Raw material cost and supply are major concerns throughout the ink industry. Mr. Sickinger said that the rise in global demand, especially in China, along with the cutback in production and consolidation among the supplier base that took place when the recession began has resulted in both a rise in prices and some shortages in many key ingredients.

“Acrylic resin prices went up several times last year and are continuing to rise this year,” Mr. Sickinger said. “Titanium has had several double-digit increases and more are expected. Pigments, especially violet 23, have increased as well.

“Material cost increases are our biggest challenge,” Mr. Sickinger added. “Once you have negotiated the best terms possible with your suppliers, the only way to cope with the situation is to raise ink prices. This must happen, but it is very challenging when most customers are just emerging from the recession along with their customers.” 
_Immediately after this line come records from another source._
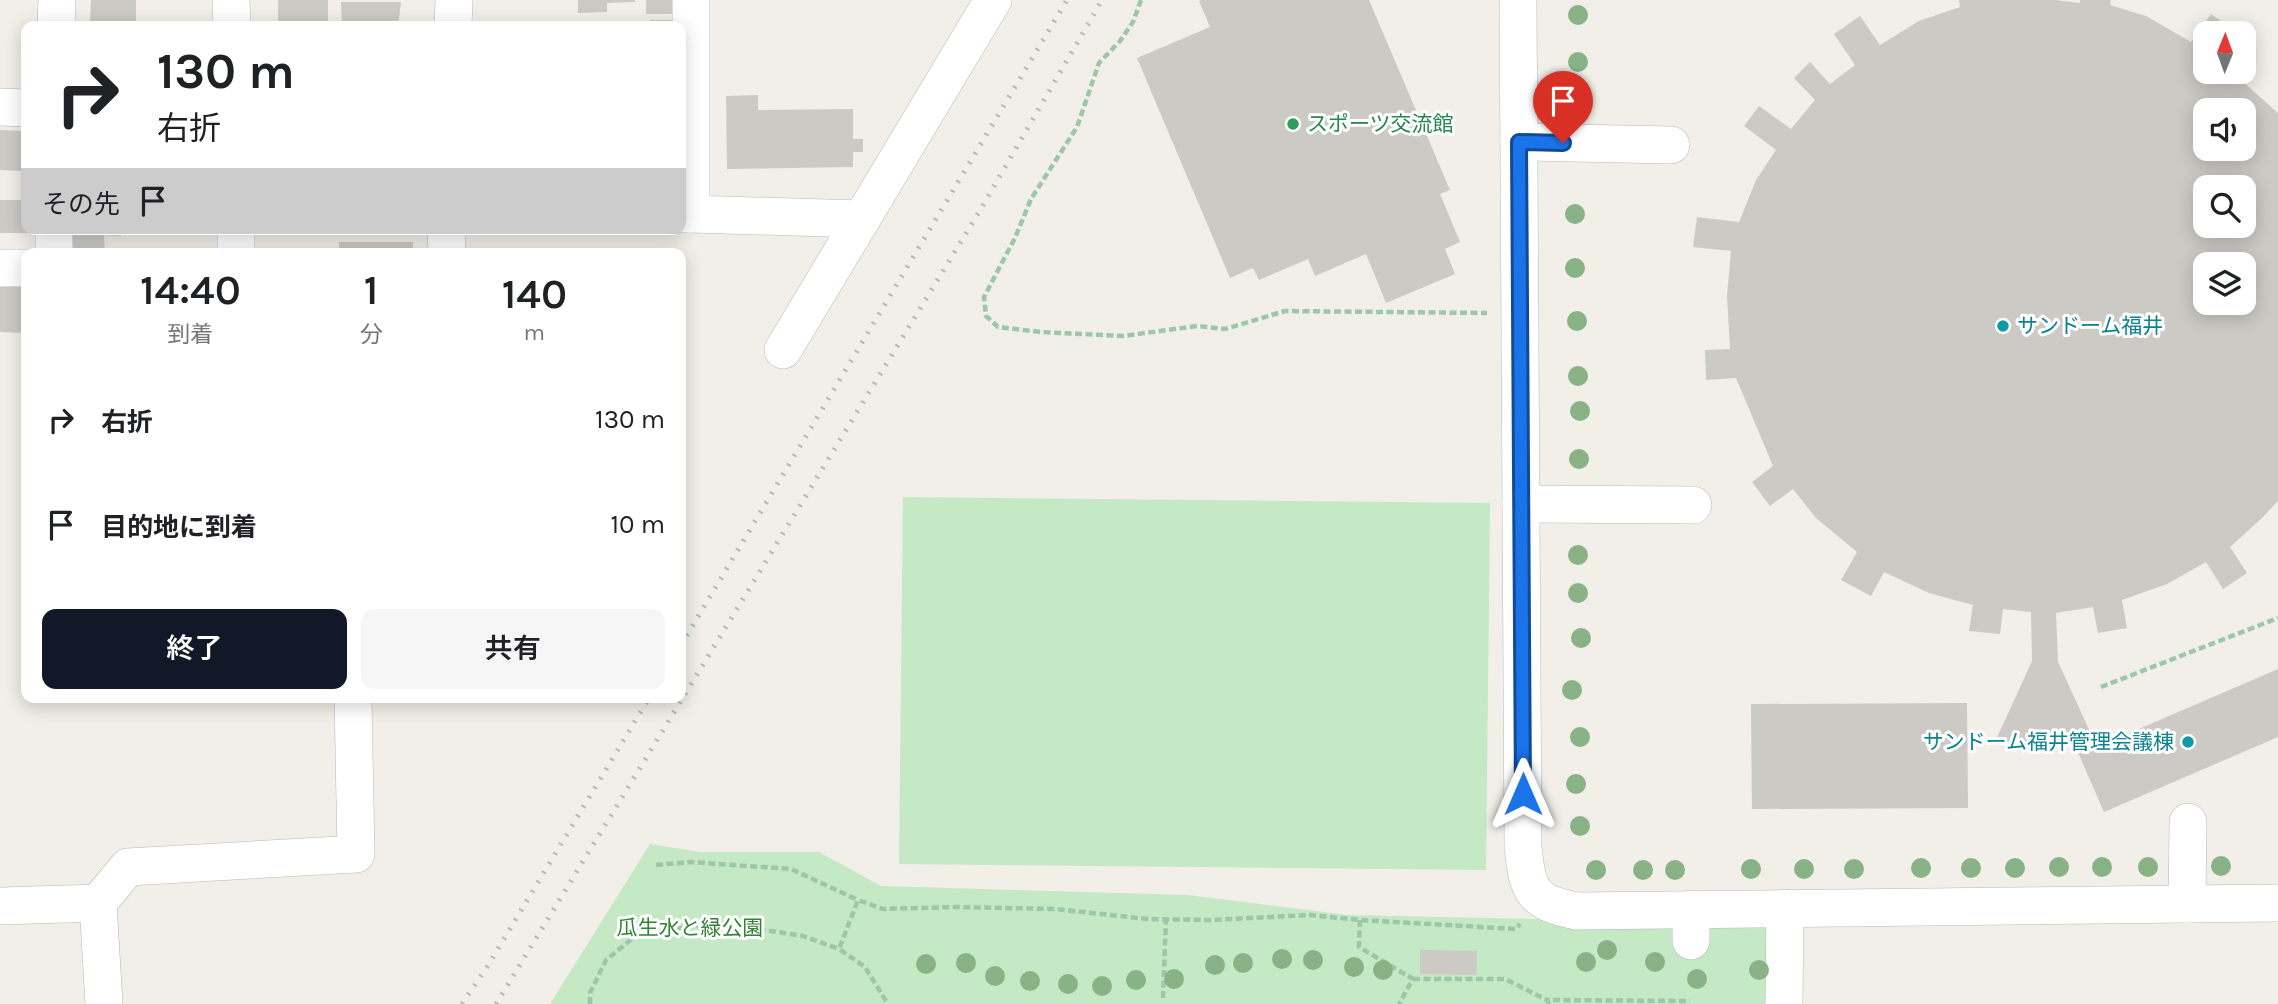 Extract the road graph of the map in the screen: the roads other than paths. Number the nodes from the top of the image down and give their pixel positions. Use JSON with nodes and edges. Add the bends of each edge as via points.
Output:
{"nodes":[{"id":1,"x":57,"y":0,"type":"edge"},
{"id":2,"x":231,"y":0,"type":"edge"},
{"id":3,"x":454,"y":0,"type":"edge"},
{"id":4,"x":691,"y":0,"type":"edge"},
{"id":5,"x":993,"y":0,"type":"edge"},
{"id":6,"x":1518,"y":0,"type":"edge"},
{"id":7,"x":56,"y":21,"type":"edge"},
{"id":8,"x":232,"y":21,"type":"edge"},
{"id":9,"x":453,"y":21,"type":"edge"},
{"id":10,"x":0,"y":107,"type":"edge"},
{"id":11,"x":21,"y":108,"type":"edge"},
{"id":12,"x":1519,"y":142,"type":"junction"},
{"id":13,"x":1671,"y":145,"type":"dead end"},
{"id":14,"x":686,"y":214,"type":"edge"},
{"id":15,"x":862,"y":219,"type":"junction"},
{"id":16,"x":0,"y":268,"type":"edge"},
{"id":17,"x":21,"y":268,"type":"edge"},
{"id":18,"x":783,"y":350,"type":"dead end"},
{"id":19,"x":1521,"y":504,"type":"junction"},
{"id":20,"x":1693,"y":505,"type":"dead end"},
{"id":21,"x":353,"y":703,"type":"edge"},
{"id":22,"x":2188,"y":822,"type":"dead end"},
{"id":23,"x":98,"y":903,"type":"junction"},
{"id":24,"x":2278,"y":903,"type":"edge"},
{"id":25,"x":2187,"y":904,"type":"junction"},
{"id":26,"x":0,"y":906,"type":"edge"},
{"id":27,"x":1785,"y":908,"type":"junction"},
{"id":28,"x":104,"y":1004,"type":"edge"},
{"id":29,"x":1784,"y":1004,"type":"edge"}],
"edges":[{"from":1,"to":7,"type":"street"},
{"from":2,"to":8,"type":"street"},
{"from":3,"to":9,"type":"street"},
{"from":4,"to":14,"type":"street"},
{"from":5,"to":15,"type":"street"},
{"from":6,"to":12,"type":"street"},
{"from":10,"to":11,"type":"street"},
{"from":12,"to":13,"type":"street"},
{"from":12,"to":19,"type":"street"},
{"from":14,"to":15,"type":"street"},
{"from":15,"to":18,"type":"street"},
{"from":16,"to":17,"type":"street"},
{"from":19,"to":20,"type":"street"},
{"from":19,"to":27,"type":"street","via":[[1523,847],[1526,876],[1536,896],[1553,906],[1577,911],[1691,925]]},
{"from":21,"to":23,"type":"street","via":[[356,854],[128,867]]},
{"from":22,"to":25,"type":"street"},
{"from":23,"to":26,"type":"street"},
{"from":23,"to":28,"type":"street"},
{"from":24,"to":25,"type":"street"},
{"from":25,"to":27,"type":"street"},
{"from":27,"to":29,"type":"street"}]}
Consolidation in the packaging industry is a fact of life, and Mr. Sickinger said it does provide opportunities for ink manufacturers who can show their value to customers, an area CRI is placing great emphasis on.

“I have seen consolidation accelerating across all packaging sectors,” Mr. Sickinger said. “This can be an opportunity or a problem depending on where you are sitting. If you are an incumbent, it can mean more volume at lower margins. It presents a challenge to ink makers to better define their value proposition and to be as efficient as possible. If you have a solid ‘brand’ in the market place, you will prevail.
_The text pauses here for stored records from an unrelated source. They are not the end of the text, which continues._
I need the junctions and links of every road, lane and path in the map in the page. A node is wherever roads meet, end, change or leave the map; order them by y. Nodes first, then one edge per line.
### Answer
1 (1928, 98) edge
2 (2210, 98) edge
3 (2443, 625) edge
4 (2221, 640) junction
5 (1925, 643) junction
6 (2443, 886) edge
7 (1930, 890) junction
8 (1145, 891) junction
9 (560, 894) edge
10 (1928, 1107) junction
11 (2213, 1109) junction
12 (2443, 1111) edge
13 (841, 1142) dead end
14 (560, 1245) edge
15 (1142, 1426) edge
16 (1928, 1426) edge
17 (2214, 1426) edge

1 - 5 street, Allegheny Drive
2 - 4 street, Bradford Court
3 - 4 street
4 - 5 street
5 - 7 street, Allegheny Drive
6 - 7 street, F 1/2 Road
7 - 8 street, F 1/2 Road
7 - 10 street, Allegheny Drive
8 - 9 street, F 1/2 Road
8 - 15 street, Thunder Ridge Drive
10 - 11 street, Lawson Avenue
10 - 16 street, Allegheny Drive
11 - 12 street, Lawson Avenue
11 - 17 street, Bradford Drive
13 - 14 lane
“In the packaging arena, customers want and need more value added services such as color management, onsite technical services and inventory management,” Mr. Sickinger said. “They expect you to thoroughly understand their processes and their business. Ink formulations must be more ‘intuitive’ and allow for process variation. Just making and shipping ink on time will no longer get the job done. I am amazed at the variety of skill sets we have brought into our company over the last few years. The new mantra is ‘top quality at machine design speeds.’ It takes a broader knowledge of the whole process to achieve this on a regular basis.” 
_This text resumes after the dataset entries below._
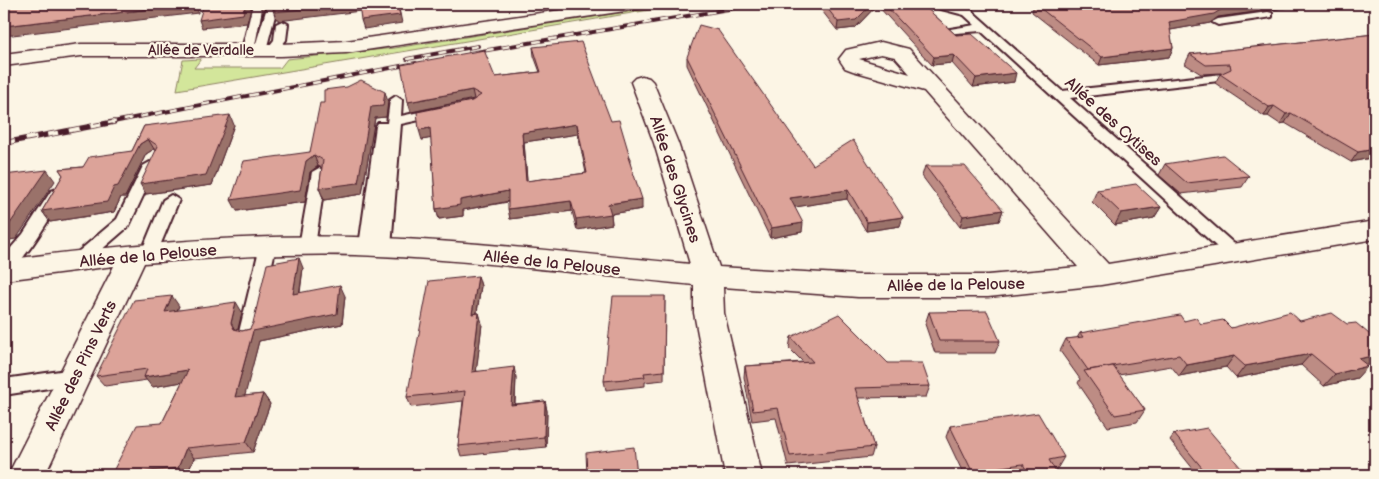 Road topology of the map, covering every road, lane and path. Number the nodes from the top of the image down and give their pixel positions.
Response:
1 (258, 4) edge
2 (272, 4) edge
3 (934, 4) edge
4 (626, 5) edge
5 (966, 9) edge
6 (1268, 15) dead end
7 (1218, 22) edge
8 (282, 24) edge
9 (984, 27) junction
10 (948, 32) edge
11 (260, 50) junction
12 (4, 60) edge
13 (1220, 77) edge
14 (642, 82) dead end
15 (934, 87) dead end
16 (1059, 95) junction
17 (396, 100) dead end
18 (448, 110) edge
19 (390, 123) junction
20 (155, 155) edge
21 (319, 172) edge
22 (62, 184) edge
23 (172, 200) dead end
24 (1375, 230) edge
25 (268, 246) junction
26 (307, 246) junction
27 (375, 247) junction
28 (142, 254) junction
29 (1236, 254) junction
30 (78, 261) junction
31 (4, 268) edge
32 (1101, 275) junction
33 (708, 276) junction
34 (248, 332) edge
35 (74, 377) junction
36 (4, 387) edge
37 (26, 475) edge
38 (744, 475) edge

1 - 11 lane
2 - 11 lane
3 - 5 lane
4 - 11 street, Allée de Verdalle
5 - 9 lane, Allée des Cytises
6 - 7 lane
8 - 11 lane
9 - 10 lane
9 - 16 lane, Allée des Cytises
11 - 12 street, Allée de Verdalle
13 - 16 lane
14 - 33 street, Allée des Glycines
15 - 32 street
16 - 29 lane, Allée des Cytises
17 - 19 lane
18 - 19 lane
19 - 27 lane
20 - 30 lane
21 - 26 lane
22 - 31 lane
23 - 28 lane
24 - 29 street, Allée de la Pelouse
25 - 26 street, Allée de la Pelouse
25 - 28 street, Allée de la Pelouse
25 - 34 lane
26 - 27 street, Allée de la Pelouse
27 - 33 street, Allée de la Pelouse
28 - 30 street, Allée de la Pelouse
28 - 35 street, Allée des Pins Verts
29 - 32 street, Allée de la Pelouse
30 - 31 street, Allée de la Pelouse
32 - 33 street, Allée de la Pelouse
33 - 38 street, Allée des Glycines
35 - 36 lane
35 - 37 street, Allée des Pins Verts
Not only did CRI add to its talent during the past year, the company also emphasized its efforts on health, safety and environmental issues.

“Our plant is now seven years old, and our business has changed over the years,” Mr. Sickinger said. “We have changed work centers to reflect our growth in new markets. We have hired a couple of former junior military officers for supervisory positions. Being largely in the food packaging sector, plant cleanliness is a very high priority, and our plant shows very well to customers and CPCs.

“As a member of NAPIM (National Association of Printing Ink Manufacturers), we invited the manager of environmental affairs, George Fuchs, to our plant for a voluntary health, safety and environmental audit,” Mr. Sickinger added. “We value outside opinions of our operations; we think we’re doing all the right things, and this program sorts through the complicated regulations. Mr. Fuchs was able to view our practices that may fall under federal, state or OSHA regulations and provide an assessment on how we’re meeting them. Specifically, Mr. Fuchs noted our ‘highly automated manufacturing process that minimizes or eliminates both employee exposures and environmental impact’ and ‘state-of-the-art materials handling techniques which reduce the risk of employee injuries.’”

With all that Color Resolutions has put into place, Mr. Sickinger sees sales growth ahead for 2011.

“We expect 2011 to be a very good year for sales growth,” Mr. Sickinger concluded. “We are concerned about the rapid rise in material prices and the impact on margins, but this will somehow sort itself out as it always does. I believe our customers and our target prospects are beginning to view ink as a strategic material, and it is becoming easier to form true partnerships. I am excited about the future of our industry.”